How to give grace to yourself and others as a Christian woman. As Christmas approaches, time seems to speed up, and the demands in our lives increase. One of the most important things you can do is give yourself and others grace.
But sometimes it can be hard to do as our expectations mixed with others’ expectations can send us into a desperate fight to get things done.
So here is some tips on how to give grace to yourself and others.
The first thing to remember to give grace to yourself and others is to know,
You are good enough.
If you are like me, you can think of all the things you might need to change about yourself. But what if you shift, give yourself the grace you need, and acknowledge that you are good enough?
If we look at this verse in Genesis 1:27, “So God created mankind in his own image, in the image of God he created them.”
God doesn’t make mistakes, and God doesn’t think of us as not being good enough. So, if you have struggled like me, thinking, “I need to do better and be better, lose 10 pounds, get up earlier.”
All these thoughts swirl through my head and maybe yours too, but these can change and shift can happen. If you make the change.
So, what if you look in the mirror and say to yourself, “I love you; you are good enough.”
In modern-day research, the benefits of positive affirmations and healthy self-talk. Here is an article talking about it from Psychology today.
I think more and more research is coming out that reflects what is written in the Bible: that we are loved, created in God’s image, and masterpieces.
Giving yourself grace.
I believe, if you give yourself grace you will inevitably give grace to others.
I also think resilience and grace go hand in hand.
A few years ago someone asked me to do a consultation with them to start a homeless program at their church. I agreed even though I was pretty busy and had to drive an hour to get to the meeting.

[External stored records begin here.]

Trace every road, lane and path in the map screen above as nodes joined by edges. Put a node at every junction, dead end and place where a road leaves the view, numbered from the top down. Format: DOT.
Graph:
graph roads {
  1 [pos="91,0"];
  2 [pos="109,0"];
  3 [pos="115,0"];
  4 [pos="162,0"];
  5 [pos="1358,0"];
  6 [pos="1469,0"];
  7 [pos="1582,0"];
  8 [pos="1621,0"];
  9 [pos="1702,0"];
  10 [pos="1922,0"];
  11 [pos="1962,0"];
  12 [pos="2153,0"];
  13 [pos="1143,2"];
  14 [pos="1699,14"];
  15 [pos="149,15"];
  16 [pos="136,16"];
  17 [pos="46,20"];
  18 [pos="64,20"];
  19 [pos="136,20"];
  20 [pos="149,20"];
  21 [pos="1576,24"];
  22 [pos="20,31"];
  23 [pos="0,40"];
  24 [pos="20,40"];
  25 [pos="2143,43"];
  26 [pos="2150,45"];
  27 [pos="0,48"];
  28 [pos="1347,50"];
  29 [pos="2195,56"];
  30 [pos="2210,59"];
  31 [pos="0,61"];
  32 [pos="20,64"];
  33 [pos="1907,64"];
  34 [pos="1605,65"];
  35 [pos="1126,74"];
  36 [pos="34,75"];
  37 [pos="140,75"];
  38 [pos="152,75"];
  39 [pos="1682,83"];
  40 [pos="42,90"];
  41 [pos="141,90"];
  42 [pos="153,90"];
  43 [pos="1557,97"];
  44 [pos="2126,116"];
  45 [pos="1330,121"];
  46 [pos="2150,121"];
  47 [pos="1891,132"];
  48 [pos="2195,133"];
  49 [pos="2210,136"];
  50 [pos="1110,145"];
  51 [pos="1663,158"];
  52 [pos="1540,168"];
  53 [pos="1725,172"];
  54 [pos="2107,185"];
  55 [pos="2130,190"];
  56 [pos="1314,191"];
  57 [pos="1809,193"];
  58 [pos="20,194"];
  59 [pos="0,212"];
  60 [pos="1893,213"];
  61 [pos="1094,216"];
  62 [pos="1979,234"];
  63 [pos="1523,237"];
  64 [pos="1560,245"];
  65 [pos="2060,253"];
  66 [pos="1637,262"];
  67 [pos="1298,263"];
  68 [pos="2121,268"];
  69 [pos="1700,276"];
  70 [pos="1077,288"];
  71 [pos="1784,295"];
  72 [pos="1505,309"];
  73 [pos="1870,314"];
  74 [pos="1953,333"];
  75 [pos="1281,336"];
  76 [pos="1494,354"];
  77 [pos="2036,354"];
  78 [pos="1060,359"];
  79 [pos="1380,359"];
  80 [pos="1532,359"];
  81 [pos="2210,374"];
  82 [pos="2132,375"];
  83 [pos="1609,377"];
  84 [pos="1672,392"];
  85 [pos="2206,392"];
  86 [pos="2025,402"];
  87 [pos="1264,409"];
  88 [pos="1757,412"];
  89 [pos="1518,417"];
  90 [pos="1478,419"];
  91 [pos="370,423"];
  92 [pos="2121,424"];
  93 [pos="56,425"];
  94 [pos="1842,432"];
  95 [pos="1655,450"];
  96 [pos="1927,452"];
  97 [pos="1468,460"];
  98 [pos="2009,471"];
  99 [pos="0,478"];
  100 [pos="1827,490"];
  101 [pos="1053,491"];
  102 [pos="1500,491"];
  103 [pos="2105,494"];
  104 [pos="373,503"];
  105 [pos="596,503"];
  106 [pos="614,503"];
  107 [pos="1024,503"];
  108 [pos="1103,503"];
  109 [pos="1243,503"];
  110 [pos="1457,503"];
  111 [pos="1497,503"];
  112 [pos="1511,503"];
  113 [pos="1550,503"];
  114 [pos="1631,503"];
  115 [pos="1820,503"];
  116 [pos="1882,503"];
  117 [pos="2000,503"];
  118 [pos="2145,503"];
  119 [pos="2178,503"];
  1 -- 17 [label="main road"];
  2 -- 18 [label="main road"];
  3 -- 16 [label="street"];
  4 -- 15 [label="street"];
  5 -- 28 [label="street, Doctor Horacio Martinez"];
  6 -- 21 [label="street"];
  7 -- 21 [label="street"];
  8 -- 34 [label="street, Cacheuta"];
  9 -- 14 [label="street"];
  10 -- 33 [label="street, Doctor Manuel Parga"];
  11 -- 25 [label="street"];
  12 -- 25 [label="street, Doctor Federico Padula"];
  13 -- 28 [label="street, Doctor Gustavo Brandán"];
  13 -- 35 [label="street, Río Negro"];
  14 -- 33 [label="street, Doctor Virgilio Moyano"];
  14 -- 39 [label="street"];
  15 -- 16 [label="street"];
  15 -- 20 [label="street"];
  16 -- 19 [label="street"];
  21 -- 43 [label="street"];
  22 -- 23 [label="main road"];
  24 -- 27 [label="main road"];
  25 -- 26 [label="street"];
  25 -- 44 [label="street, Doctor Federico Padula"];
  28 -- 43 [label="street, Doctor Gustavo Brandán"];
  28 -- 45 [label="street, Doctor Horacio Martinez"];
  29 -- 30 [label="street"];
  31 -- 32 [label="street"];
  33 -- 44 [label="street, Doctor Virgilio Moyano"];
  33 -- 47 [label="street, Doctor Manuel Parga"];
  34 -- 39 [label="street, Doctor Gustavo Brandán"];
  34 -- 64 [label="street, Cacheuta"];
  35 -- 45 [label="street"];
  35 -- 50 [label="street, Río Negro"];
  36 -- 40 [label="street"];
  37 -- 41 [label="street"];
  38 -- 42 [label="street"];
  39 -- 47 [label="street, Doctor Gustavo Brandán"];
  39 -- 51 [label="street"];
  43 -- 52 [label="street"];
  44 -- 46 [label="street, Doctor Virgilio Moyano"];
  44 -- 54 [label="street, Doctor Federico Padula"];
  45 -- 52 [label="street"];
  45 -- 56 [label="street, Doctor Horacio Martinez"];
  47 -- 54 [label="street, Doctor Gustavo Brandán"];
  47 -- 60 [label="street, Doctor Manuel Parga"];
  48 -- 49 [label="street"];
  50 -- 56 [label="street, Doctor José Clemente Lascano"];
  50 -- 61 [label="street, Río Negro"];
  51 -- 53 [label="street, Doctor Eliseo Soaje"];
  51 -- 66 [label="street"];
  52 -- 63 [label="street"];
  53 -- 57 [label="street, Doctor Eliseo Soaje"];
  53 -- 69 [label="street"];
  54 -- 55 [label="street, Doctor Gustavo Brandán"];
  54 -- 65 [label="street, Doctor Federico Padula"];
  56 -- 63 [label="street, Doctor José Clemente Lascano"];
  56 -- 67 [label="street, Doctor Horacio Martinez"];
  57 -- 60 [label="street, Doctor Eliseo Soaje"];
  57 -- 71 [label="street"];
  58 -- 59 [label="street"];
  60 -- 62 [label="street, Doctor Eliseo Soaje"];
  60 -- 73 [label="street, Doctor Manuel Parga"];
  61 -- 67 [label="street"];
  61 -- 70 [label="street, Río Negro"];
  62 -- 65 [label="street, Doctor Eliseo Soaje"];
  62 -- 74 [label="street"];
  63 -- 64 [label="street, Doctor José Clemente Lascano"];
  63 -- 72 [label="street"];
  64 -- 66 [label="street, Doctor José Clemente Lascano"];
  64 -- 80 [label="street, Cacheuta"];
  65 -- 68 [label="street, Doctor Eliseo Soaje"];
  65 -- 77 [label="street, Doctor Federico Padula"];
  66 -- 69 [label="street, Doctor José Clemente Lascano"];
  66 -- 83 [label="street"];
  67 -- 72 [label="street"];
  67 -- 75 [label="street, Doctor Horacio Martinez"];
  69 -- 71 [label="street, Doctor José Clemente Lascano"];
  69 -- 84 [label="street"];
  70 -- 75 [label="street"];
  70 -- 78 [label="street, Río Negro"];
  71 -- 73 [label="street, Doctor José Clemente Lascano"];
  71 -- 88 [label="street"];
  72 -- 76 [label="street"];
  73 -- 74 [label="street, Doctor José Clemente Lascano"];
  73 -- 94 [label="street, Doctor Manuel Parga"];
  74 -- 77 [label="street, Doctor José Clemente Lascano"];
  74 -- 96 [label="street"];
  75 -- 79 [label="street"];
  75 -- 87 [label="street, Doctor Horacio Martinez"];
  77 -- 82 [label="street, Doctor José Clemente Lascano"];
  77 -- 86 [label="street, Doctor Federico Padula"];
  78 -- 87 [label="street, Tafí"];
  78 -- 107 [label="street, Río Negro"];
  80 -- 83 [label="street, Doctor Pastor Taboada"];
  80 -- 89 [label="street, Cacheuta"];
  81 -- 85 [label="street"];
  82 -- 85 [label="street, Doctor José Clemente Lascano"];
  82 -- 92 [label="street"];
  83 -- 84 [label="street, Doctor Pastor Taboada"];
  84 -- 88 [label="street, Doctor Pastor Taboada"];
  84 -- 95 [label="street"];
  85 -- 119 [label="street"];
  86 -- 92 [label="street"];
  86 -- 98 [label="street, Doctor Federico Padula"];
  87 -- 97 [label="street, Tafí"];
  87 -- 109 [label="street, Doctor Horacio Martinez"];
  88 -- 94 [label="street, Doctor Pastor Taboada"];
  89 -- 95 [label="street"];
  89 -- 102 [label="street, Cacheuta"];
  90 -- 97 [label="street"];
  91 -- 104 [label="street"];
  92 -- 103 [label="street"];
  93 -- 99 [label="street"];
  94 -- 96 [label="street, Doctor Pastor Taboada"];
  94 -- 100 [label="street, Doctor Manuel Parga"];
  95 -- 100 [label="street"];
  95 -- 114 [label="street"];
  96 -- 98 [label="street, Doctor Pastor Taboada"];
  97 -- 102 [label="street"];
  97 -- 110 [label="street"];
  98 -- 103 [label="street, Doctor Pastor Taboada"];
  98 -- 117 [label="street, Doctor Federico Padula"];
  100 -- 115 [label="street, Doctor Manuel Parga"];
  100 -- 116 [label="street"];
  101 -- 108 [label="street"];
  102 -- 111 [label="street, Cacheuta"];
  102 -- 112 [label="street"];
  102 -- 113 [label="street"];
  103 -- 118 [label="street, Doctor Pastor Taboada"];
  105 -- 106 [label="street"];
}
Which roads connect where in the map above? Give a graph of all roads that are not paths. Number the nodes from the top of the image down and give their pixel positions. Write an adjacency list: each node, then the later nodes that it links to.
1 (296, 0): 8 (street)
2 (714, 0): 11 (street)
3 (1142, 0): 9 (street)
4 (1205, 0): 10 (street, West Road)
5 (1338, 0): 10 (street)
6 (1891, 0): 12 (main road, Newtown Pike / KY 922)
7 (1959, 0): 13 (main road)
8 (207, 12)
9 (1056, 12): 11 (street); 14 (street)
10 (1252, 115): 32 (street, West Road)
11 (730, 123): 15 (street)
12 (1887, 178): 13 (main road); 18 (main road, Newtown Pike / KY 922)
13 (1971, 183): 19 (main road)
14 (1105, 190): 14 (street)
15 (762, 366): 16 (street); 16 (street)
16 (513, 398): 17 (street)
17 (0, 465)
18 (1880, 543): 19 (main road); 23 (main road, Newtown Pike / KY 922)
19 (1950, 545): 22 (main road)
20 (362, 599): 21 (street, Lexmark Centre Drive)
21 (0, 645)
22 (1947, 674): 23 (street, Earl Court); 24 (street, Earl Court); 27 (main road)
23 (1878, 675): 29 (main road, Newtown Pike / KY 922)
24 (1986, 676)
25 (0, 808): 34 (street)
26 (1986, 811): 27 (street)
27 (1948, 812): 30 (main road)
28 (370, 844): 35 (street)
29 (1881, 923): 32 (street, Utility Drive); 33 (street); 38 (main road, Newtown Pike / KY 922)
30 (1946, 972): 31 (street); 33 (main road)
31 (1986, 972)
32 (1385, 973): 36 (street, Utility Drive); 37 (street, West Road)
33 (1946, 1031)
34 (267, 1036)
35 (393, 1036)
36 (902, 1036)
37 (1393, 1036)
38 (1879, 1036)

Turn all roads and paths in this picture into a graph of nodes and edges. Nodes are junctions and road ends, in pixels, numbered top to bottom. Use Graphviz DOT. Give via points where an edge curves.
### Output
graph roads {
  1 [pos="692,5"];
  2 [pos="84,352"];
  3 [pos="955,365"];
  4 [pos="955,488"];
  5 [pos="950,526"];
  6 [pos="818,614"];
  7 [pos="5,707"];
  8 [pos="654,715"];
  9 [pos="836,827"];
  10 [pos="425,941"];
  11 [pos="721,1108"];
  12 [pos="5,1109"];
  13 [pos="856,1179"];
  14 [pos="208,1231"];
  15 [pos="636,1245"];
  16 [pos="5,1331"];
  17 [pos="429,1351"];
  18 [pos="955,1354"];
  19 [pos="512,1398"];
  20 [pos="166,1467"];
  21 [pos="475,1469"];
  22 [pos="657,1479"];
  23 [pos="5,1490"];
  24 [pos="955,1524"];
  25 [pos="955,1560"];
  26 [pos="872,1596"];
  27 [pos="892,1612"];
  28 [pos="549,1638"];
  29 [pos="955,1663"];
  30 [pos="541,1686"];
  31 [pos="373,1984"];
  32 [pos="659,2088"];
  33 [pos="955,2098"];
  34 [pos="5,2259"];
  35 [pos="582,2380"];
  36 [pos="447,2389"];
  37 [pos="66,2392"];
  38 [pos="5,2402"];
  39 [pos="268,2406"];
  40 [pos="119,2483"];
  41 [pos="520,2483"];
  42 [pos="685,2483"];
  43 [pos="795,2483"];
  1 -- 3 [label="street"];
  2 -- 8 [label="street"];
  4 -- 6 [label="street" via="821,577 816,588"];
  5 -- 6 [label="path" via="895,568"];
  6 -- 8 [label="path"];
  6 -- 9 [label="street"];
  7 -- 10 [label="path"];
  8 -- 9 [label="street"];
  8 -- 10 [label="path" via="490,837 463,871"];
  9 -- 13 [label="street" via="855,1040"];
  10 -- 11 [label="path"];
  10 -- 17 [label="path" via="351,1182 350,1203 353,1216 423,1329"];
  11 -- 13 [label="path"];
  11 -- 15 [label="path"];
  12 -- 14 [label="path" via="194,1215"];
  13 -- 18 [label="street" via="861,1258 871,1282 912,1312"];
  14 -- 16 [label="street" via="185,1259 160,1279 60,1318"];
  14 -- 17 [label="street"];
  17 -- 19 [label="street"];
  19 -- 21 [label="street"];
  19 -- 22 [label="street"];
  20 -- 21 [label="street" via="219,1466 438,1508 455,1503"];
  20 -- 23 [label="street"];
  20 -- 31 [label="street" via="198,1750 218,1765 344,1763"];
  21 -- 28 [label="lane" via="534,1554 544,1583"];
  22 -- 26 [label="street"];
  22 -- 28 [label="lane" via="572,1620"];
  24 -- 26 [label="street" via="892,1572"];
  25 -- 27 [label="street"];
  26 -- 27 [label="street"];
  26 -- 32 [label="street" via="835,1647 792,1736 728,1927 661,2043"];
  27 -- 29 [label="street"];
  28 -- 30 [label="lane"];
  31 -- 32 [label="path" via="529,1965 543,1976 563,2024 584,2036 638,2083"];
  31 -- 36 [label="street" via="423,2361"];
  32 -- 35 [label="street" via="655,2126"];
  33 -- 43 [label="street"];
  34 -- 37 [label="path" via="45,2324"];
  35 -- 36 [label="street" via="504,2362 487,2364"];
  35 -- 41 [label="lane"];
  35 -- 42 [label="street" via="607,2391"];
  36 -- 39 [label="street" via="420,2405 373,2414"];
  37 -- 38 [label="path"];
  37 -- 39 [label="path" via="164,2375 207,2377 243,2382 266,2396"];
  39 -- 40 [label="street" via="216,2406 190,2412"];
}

I was at the church coffee shop and I had been waiting for over 30 mins. I tried calling and they didn’t answer the phone. Finally, someone from the staff recognized me and asked if I was waiting. I said yes, and asked who I was waiting for, they talked to some other staff members, and I got a hold of the woman.
More time went by and my phone rang. I am not going to lie, I was pretty unhappy.
But, I had been reading about grace. She said she was sorry and just forgot. Now she was about to have another meeting and couldn’t make it. I said “it’s alright, everyone forgets sometimes. It’s not a problem.”
I chose to give grace, and not the get in my and say “bless your heart” which is the southern way of saying something bad.I chose to give her grace.
Give others grace
Giving yourself grace when you know you have failed. Helps you to give grace to others when they have made a mistakes.
For some, giving grace to others is easy, but giving grace to themselves is difficult and almost impossible. Here are some questions to ask yourself,
Think back to the last time you made a mistake or felt like you did?
- What went on in your mind?
- Did you put yourself down?
- Did you feel as if you are a complete failure?
- Or recognize that it was just a mistake?
- In general, do you feel like you need to be perfect to be happy?
If you relate to some of these questions and answer yes, then answer this question:
What would it look like if you gave yourself grace?
The next way to give grace to yourself is.
Be resilient
Grace and resilience need to be paired together.
In life problems and challenges will come. And it is how we face these challenges that will help us move forward or keep us stuck.
Think about any moments in your life where you feel like you failed or someone failed you then what would it be like if you gave grace.
I want to be clear that grace doesn’t mean accepting abusive behavior.
If you have been in an abusive relationship and you still feel the guilt and shame associated with that relationship, or maybe you were very immature in a past relationship and are embarrassed.
Giving grace would look like forgiving yourself for being in the relationship in the first place.
Give yourself grace for the past.
If you were the immature one, then face the bad behavior and change.
It is possible to change, actually we are changing all the time.
Everything about us changes daily, it’s called aging so don’t let your attitude and emotions stay in the same.
Change them, become a grace giver, and start with yourself.